Pick each line that has "bridge" out of the records.

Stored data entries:
[Start of section]

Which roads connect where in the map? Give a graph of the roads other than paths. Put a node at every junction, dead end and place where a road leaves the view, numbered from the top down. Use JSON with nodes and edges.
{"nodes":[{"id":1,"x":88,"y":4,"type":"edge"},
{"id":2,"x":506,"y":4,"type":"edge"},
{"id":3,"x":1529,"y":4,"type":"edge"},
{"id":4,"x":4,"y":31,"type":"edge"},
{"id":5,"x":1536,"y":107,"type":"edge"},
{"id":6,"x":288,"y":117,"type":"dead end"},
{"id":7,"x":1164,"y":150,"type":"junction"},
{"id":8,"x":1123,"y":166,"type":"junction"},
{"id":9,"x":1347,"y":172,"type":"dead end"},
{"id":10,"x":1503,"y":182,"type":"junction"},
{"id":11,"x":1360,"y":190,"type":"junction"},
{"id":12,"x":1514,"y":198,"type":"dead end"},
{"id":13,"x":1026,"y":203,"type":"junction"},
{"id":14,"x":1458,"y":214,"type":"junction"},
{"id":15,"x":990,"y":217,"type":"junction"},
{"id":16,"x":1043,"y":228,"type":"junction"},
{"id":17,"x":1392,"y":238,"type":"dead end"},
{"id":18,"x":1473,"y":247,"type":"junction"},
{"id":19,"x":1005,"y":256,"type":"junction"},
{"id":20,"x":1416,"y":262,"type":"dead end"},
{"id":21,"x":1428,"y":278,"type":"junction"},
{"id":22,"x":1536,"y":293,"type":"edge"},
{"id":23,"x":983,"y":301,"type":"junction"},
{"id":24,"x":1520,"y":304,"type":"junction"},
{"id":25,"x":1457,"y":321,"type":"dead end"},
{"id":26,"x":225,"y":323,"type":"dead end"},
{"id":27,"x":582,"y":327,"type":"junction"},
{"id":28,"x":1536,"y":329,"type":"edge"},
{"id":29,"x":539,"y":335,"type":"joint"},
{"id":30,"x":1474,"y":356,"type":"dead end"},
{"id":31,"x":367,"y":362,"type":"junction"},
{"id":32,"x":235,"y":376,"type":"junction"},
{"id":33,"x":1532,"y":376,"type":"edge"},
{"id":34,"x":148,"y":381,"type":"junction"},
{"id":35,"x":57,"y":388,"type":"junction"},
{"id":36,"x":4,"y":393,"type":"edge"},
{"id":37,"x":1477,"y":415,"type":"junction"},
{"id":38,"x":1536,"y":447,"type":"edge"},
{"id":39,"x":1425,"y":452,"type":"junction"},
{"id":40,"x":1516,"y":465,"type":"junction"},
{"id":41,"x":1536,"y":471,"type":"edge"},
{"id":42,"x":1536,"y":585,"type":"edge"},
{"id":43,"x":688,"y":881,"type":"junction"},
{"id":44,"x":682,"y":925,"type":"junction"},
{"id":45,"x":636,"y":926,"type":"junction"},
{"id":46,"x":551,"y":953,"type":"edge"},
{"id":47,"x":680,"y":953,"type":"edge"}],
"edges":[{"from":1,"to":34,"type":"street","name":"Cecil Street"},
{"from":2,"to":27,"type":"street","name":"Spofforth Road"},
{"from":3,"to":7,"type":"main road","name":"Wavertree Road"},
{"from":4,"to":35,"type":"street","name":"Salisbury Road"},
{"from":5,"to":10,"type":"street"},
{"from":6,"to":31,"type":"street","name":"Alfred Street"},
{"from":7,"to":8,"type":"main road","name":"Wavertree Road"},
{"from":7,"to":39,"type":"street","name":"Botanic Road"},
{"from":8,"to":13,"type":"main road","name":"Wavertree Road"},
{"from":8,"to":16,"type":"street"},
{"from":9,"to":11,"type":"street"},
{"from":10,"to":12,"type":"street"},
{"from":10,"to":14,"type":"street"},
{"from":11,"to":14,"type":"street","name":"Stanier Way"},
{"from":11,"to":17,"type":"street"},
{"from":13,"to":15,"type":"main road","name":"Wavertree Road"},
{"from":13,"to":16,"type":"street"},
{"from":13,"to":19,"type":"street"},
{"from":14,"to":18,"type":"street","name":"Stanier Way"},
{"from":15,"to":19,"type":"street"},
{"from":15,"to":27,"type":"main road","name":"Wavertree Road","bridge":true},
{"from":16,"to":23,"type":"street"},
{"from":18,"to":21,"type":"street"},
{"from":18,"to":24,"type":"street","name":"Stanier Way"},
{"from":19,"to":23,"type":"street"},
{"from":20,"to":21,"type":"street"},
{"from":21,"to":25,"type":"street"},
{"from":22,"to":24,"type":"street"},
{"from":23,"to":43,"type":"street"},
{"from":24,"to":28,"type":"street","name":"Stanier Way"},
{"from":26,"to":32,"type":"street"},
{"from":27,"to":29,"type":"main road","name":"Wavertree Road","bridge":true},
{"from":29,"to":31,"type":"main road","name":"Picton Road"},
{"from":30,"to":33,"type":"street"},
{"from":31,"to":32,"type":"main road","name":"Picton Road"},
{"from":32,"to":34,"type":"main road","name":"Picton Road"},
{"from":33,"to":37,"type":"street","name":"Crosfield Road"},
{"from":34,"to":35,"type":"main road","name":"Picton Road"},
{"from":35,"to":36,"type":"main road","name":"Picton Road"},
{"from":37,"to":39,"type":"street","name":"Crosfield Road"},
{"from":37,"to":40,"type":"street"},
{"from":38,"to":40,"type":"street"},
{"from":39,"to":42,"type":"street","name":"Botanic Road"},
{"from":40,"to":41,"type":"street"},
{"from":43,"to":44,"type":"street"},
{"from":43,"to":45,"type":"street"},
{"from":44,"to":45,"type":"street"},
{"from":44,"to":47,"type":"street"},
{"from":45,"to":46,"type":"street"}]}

[End of section]

* [Your solution]:
{"from":15,"to":27,"type":"main road","name":"Wavertree Road","bridge":true},
{"from":27,"to":29,"type":"main road","name":"Wavertree Road","bridge":true},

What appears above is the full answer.